Santa Claus and the elves better brush up on their renditions of "O Canada."

Canada wants to claim the North Pole as its own.

Prime Minister Stephen Harper instructed his staff to file renewed claims on the Arctic's resource riches, including the geographic North Pole, Canada's Globe and Mail newspaper reported Wednesday.

According to the Globe, Canada will file an application to the United Nations before the Dec. 6 deadline broadening its claim to include true north.

That would give Canada access to what many believe are untapped energy resources under the seafloor.

According to the UN Convention on the Law of the Sea, nations can claim ocean territory beyond 200 nautical miles if they can prove the seabed is an extension of their continental shelf, the Globe reported.

Nobody “owns” the North Pole, although Norway, Russia and Denmark have all laid claim to the untapped resources surrounding it. Crew aboard a Russian submarine even dropped a symbolic flag on the North Pole's seabed in 2007.

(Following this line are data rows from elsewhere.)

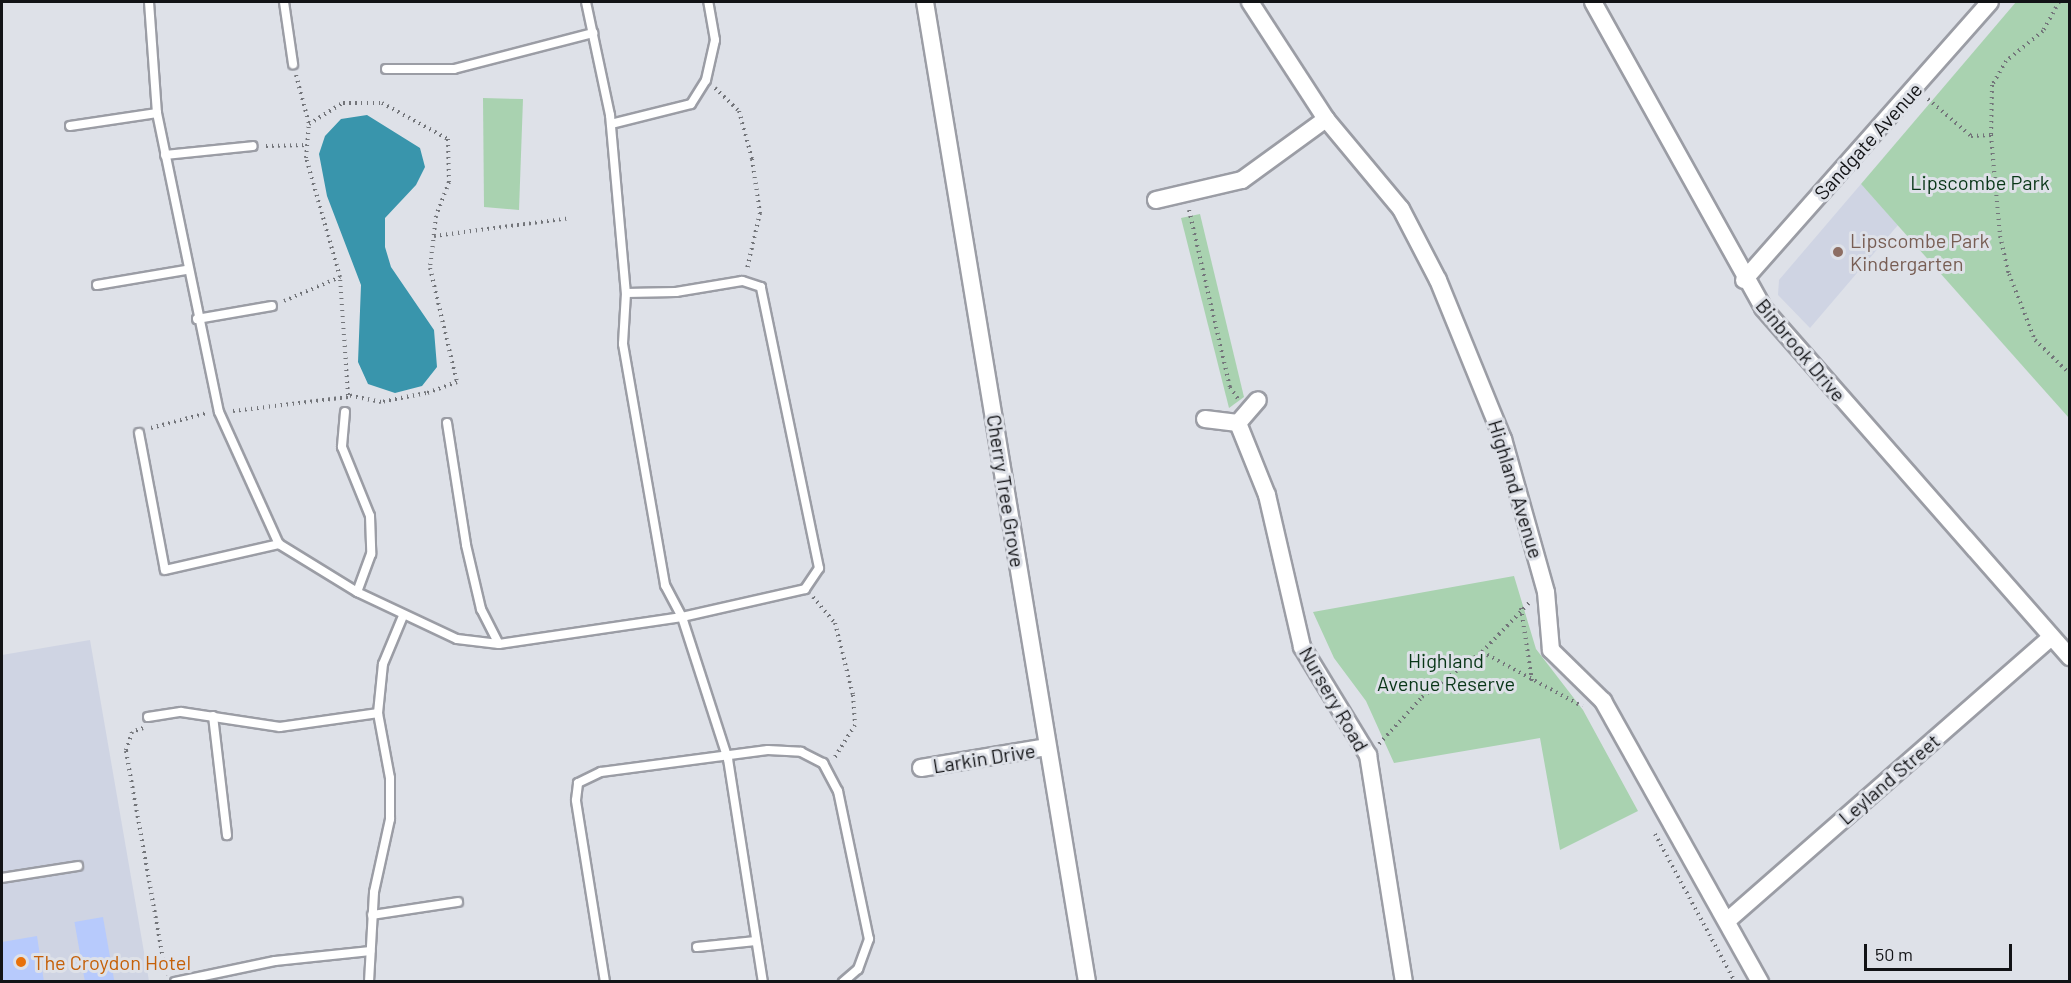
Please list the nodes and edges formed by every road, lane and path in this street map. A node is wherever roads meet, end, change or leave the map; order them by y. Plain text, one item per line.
1 (149, 2) edge
2 (284, 2) edge
3 (586, 2) edge
4 (708, 2) edge
5 (925, 2) edge
6 (1250, 2) edge
7 (1593, 2) edge
8 (1990, 2) edge
9 (2059, 2) edge
10 (593, 33) junction
11 (293, 64) joint
12 (386, 69) dead end
13 (706, 80) junction
14 (1916, 88) junction
15 (157, 113) junction
16 (1326, 118) junction
17 (309, 124) junction
18 (611, 124) junction
19 (70, 126) dead end
20 (1991, 135) junction
21 (307, 145) junction
22 (253, 146) joint
23 (165, 155) junction
24 (1186, 195) junction
25 (1156, 200) dead end
26 (570, 218) dead end
27 (434, 236) junction
28 (186, 270) junction
29 (340, 277) junction
30 (1744, 280) junction
31 (742, 281) junction
32 (97, 285) dead end
33 (626, 292) junction
34 (272, 306) joint
35 (197, 319) junction
36 (2070, 374) edge
37 (348, 395) junction
38 (1248, 411) junction
39 (219, 412) junction
40 (345, 412) joint
41 (1205, 419) dead end
42 (447, 423) dead end
43 (140, 433) joint
44 (279, 544) junction
45 (806, 589) junction
46 (357, 592) junction
47 (1546, 592) junction
48 (1521, 609) junction
49 (403, 616) junction
50 (682, 617) junction
51 (2051, 637) junction
52 (499, 644) junction
53 (1482, 652) junction
54 (2070, 657) edge
55 (1532, 681) junction
56 (1585, 708) dead end
57 (378, 713) junction
58 (213, 716) junction
59 (148, 717) joint
60 (1046, 747) junction
61 (1368, 755) junction
62 (728, 759) junction
63 (921, 768) dead end
64 (827, 770) junction
65 (1649, 824) dead end
66 (227, 835) dead end
67 (78, 866) dead end
68 (2, 878) edge
69 (458, 902) dead end
70 (372, 915) junction
71 (1727, 921) junction
72 (756, 941) junction
73 (697, 948) dead end
74 (370, 951) junction
75 (168, 981) edge
76 (175, 981) edge
77 (369, 981) edge
78 (605, 981) edge
79 (763, 981) edge
80 (843, 981) edge
81 (1087, 981) edge
82 (1404, 981) edge
83 (1735, 981) edge
84 (1760, 981) edge

1 - 15 lane
2 - 11 lane
3 - 10 lane
4 - 13 lane
5 - 60 street, Cherry Tree Grove
6 - 16 street, Highland Avenue
7 - 30 street, Binbrook Drive
8 - 14 street, Sandgate Avenue
9 - 20 path
10 - 12 lane
10 - 18 lane
11 - 17 path
13 - 18 lane
13 - 31 path
14 - 20 path
14 - 30 street, Sandgate Avenue
15 - 19 lane
15 - 23 lane
16 - 24 street
16 - 47 street, Highland Avenue
17 - 21 path
17 - 27 path
18 - 33 lane
20 - 36 path
21 - 22 path
21 - 29 path
22 - 23 lane
23 - 28 lane
24 - 25 street
24 - 38 path
26 - 27 path
27 - 37 path
28 - 32 lane
28 - 35 lane
29 - 34 path
29 - 37 path
30 - 51 street, Binbrook Drive
31 - 33 lane
31 - 45 lane
33 - 50 lane
34 - 35 lane
35 - 39 lane
37 - 39 path
37 - 40 path
38 - 41 street
38 - 61 street, Nursery Road
39 - 43 path
39 - 44 lane
40 - 46 lane
42 - 52 lane
43 - 44 lane
44 - 46 lane
45 - 50 lane
45 - 64 path
46 - 49 lane
47 - 48 path
47 - 71 street, Highland Avenue
48 - 53 path
48 - 55 path
49 - 52 lane
49 - 57 lane
50 - 52 lane
50 - 62 lane
51 - 54 street, Binbrook Drive
51 - 71 street, Leyland Street
53 - 55 path
53 - 61 path
55 - 56 path
57 - 58 lane
57 - 70 lane
58 - 59 lane
58 - 66 lane
59 - 75 path
60 - 63 street, Larkin Drive
60 - 81 street, Cherry Tree Grove
61 - 82 street, Nursery Road
62 - 64 lane
62 - 72 lane
62 - 78 lane
64 - 80 lane
65 - 83 path
67 - 68 lane
69 - 70 lane
70 - 74 lane
71 - 84 street, Highland Avenue
72 - 73 lane
72 - 79 lane
74 - 76 lane
74 - 77 lane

When contacted by Agence France-Presse, Harper's office said, “Canada is in the process of securing its sovereignty over the north.”

The US Geological Survey estimates 90 billion barrels of oil — or nearly one-third of the world’s reserves — remain trapped under the Arctic seabed.

AFP noted that nations are more interested now that changing climate patterns have made accessing those reserves easier.

Harper has long fashioned himself Canada’s Arctic champion, making several trips north since taking office in 2006. Around the time of his most recent trip, more details emerged about Canada’s $620,000 “stealth snowmobile” project to boost Canada’s military capacity there.